EXERCISE OBJECTIVE
With the pictures excluded, reproduce all of the data exactly.

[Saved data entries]
-- -- --

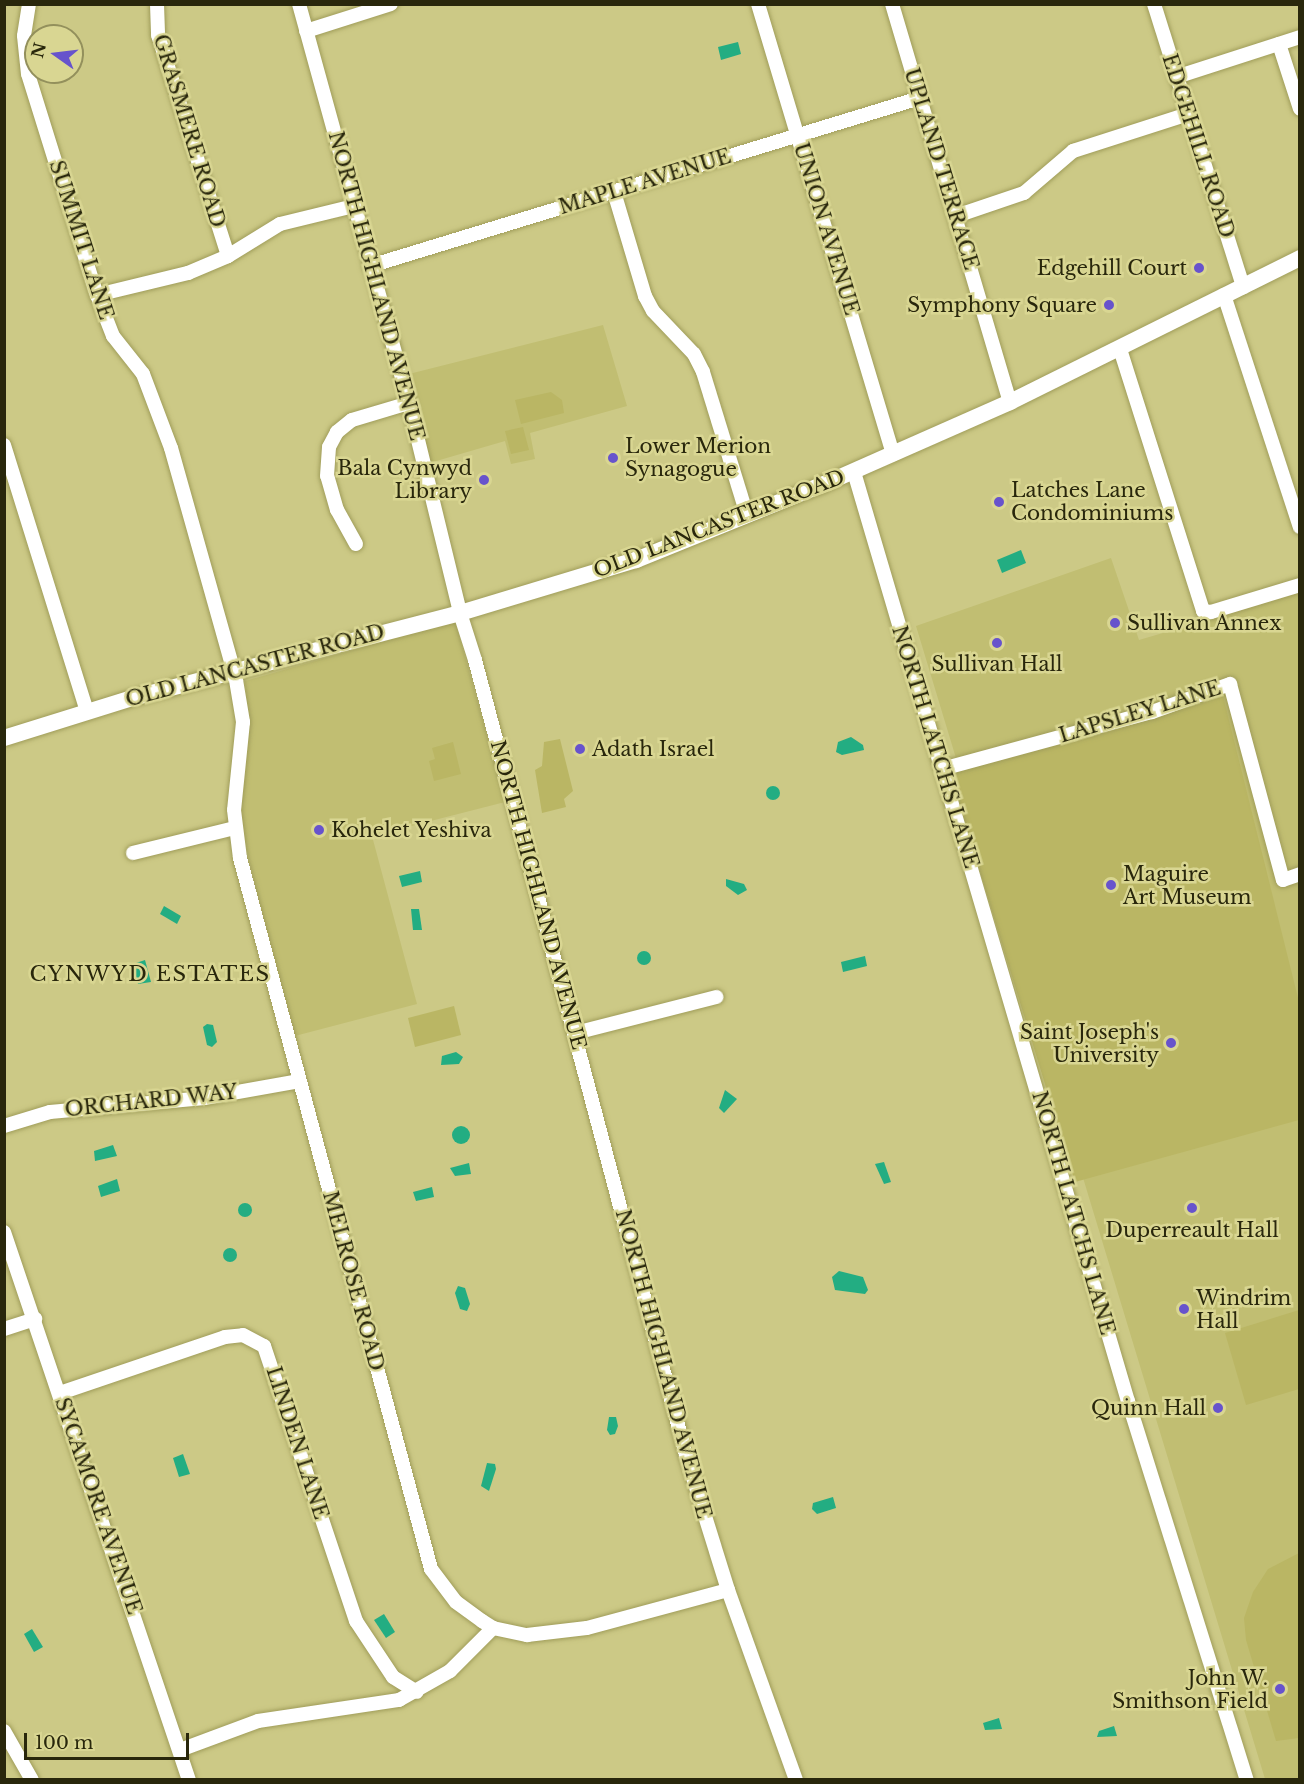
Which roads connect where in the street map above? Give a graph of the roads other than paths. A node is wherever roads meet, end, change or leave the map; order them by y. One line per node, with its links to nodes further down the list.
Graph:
1 (29, 4): 23 (street, SUMMIT LANE)
2 (157, 4): 19 (street, GRASMERE ROAD)
3 (299, 4): 8 (street, NORTH HIGHLAND AVENUE)
4 (391, 4): 8 (street)
5 (758, 4): 15 (street, UNION AVENUE)
6 (892, 4): 12 (street, UPLAND TERRACE)
7 (1154, 4): 11 (street, EDGEHILL ROAD)
8 (306, 31): 17 (street, NORTH HIGHLAND AVENUE)
9 (1299, 37): 10 (street)
10 (1279, 44): 11 (street); 13 (street)
11 (1176, 77): 14 (street, EDGEHILL ROAD)
12 (920, 98): 15 (street, MAPLE AVENUE); 18 (street, UPLAND TERRACE)
13 (1299, 109)
14 (1188, 114): 18 (street); 22 (street, EDGEHILL ROAD)
15 (797, 134): 16 (street, MAPLE AVENUE); 29 (street, UNION AVENUE)
16 (614, 192): 21 (street, MAPLE AVENUE); 31 (street)
17 (354, 206): 19 (street); 21 (street, NORTH HIGHLAND AVENUE)
18 (956, 216): 26 (street, UPLAND TERRACE)
19 (228, 256): 23 (street)
20 (1299, 258): 22 (main road, OLD LANCASTER ROAD)
21 (370, 266): 27 (street, NORTH HIGHLAND AVENUE)
22 (1243, 287): 24 (main road, OLD LANCASTER ROAD)
23 (97, 295): 36 (street, SUMMIT LANE)
24 (1224, 296): 25 (main road, OLD LANCASTER ROAD); 32 (street)
25 (1120, 349): 26 (main road, OLD LANCASTER ROAD); 34 (street)
26 (1010, 402): 29 (main road, OLD LANCASTER ROAD)
27 (409, 403): 33 (street); 35 (street, NORTH HIGHLAND AVENUE)
28 (4, 445): 37 (street)
29 (893, 454): 30 (main road, OLD LANCASTER ROAD)
30 (854, 472): 31 (main road, OLD LANCASTER ROAD); 39 (street, NORTH LATCHS LANE)
31 (747, 515): 35 (main road, OLD LANCASTER ROAD)
32 (1299, 527)
33 (356, 544)
34 (1299, 585)
35 (460, 613): 36 (main road, OLD LANCASTER ROAD); 44 (street, NORTH HIGHLAND AVENUE)
36 (232, 672): 37 (main road, OLD LANCASTER ROAD); 40 (street, MELROSE ROAD)
37 (87, 711): 38 (main road, OLD LANCASTER ROAD)
38 (4, 738)
39 (942, 769): 42 (street, LAPSLEY LANE); 61 (street, NORTH LATCHS LANE)
40 (235, 828): 41 (street); 45 (street, MELROSE ROAD)
41 (133, 853)
42 (1299, 874)
43 (716, 997): 44 (street)
44 (575, 1033): 51 (street, NORTH HIGHLAND AVENUE)
45 (299, 1081): 46 (street, ORCHARD WAY); 52 (street, MELROSE ROAD)
46 (4, 1126)
47 (4, 1232): 48 (street, SYCAMORE AVENUE)
48 (35, 1319): 49 (street); 50 (street, SYCAMORE AVENUE)
49 (4, 1329)
50 (60, 1393): 53 (street, LINDEN LANE); 57 (street, SYCAMORE AVENUE)
51 (728, 1590): 52 (street, MELROSE ROAD); 60 (street, NORTH HIGHLAND AVENUE)
52 (493, 1628): 54 (street)
53 (393, 1677): 54 (street, LINDEN LANE); 55 (street)
54 (417, 1692): 55 (street)
55 (389, 1702): 57 (street)
56 (4, 1731): 58 (street)
57 (180, 1750): 59 (street, SYCAMORE AVENUE)
58 (32, 1779)
59 (189, 1779)
60 (796, 1779)
61 (1247, 1779)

-- -- --

SOLVED EXERCISE
Which roads connect where in the street map above? Give a graph of the roads other than paths. A node is wherever roads meet, end, change or leave the map; order them by y. One line per node, with its links to nodes further down the list.
Graph:
1 (29, 4): 23 (street, SUMMIT LANE)
2 (157, 4): 19 (street, GRASMERE ROAD)
3 (299, 4): 8 (street, NORTH HIGHLAND AVENUE)
4 (391, 4): 8 (street)
5 (758, 4): 15 (street, UNION AVENUE)
6 (892, 4): 12 (street, UPLAND TERRACE)
7 (1154, 4): 11 (street, EDGEHILL ROAD)
8 (306, 31): 17 (street, NORTH HIGHLAND AVENUE)
9 (1299, 37): 10 (street)
10 (1279, 44): 11 (street); 13 (street)
11 (1176, 77): 14 (street, EDGEHILL ROAD)
12 (920, 98): 15 (street, MAPLE AVENUE); 18 (street, UPLAND TERRACE)
13 (1299, 109)
14 (1188, 114): 18 (street); 22 (street, EDGEHILL ROAD)
15 (797, 134): 16 (street, MAPLE AVENUE); 29 (street, UNION AVENUE)
16 (614, 192): 21 (street, MAPLE AVENUE); 31 (street)
17 (354, 206): 19 (street); 21 (street, NORTH HIGHLAND AVENUE)
18 (956, 216): 26 (street, UPLAND TERRACE)
19 (228, 256): 23 (street)
20 (1299, 258): 22 (main road, OLD LANCASTER ROAD)
21 (370, 266): 27 (street, NORTH HIGHLAND AVENUE)
22 (1243, 287): 24 (main road, OLD LANCASTER ROAD)
23 (97, 295): 36 (street, SUMMIT LANE)
24 (1224, 296): 25 (main road, OLD LANCASTER ROAD); 32 (street)
25 (1120, 349): 26 (main road, OLD LANCASTER ROAD); 34 (street)
26 (1010, 402): 29 (main road, OLD LANCASTER ROAD)
27 (409, 403): 33 (street); 35 (street, NORTH HIGHLAND AVENUE)
28 (4, 445): 37 (street)
29 (893, 454): 30 (main road, OLD LANCASTER ROAD)
30 (854, 472): 31 (main road, OLD LANCASTER ROAD); 39 (street, NORTH LATCHS LANE)
31 (747, 515): 35 (main road, OLD LANCASTER ROAD)
32 (1299, 527)
33 (356, 544)
34 (1299, 585)
35 (460, 613): 36 (main road, OLD LANCASTER ROAD); 44 (street, NORTH HIGHLAND AVENUE)
36 (232, 672): 37 (main road, OLD LANCASTER ROAD); 40 (street, MELROSE ROAD)
37 (87, 711): 38 (main road, OLD LANCASTER ROAD)
38 (4, 738)
39 (942, 769): 42 (street, LAPSLEY LANE); 61 (street, NORTH LATCHS LANE)
40 (235, 828): 41 (street); 45 (street, MELROSE ROAD)
41 (133, 853)
42 (1299, 874)
43 (716, 997): 44 (street)
44 (575, 1033): 51 (street, NORTH HIGHLAND AVENUE)
45 (299, 1081): 46 (street, ORCHARD WAY); 52 (street, MELROSE ROAD)
46 (4, 1126)
47 (4, 1232): 48 (street, SYCAMORE AVENUE)
48 (35, 1319): 49 (street); 50 (street, SYCAMORE AVENUE)
49 (4, 1329)
50 (60, 1393): 53 (street, LINDEN LANE); 57 (street, SYCAMORE AVENUE)
51 (728, 1590): 52 (street, MELROSE ROAD); 60 (street, NORTH HIGHLAND AVENUE)
52 (493, 1628): 54 (street)
53 (393, 1677): 54 (street, LINDEN LANE); 55 (street)
54 (417, 1692): 55 (street)
55 (389, 1702): 57 (street)
56 (4, 1731): 58 (street)
57 (180, 1750): 59 (street, SYCAMORE AVENUE)
58 (32, 1779)
59 (189, 1779)
60 (796, 1779)
61 (1247, 1779)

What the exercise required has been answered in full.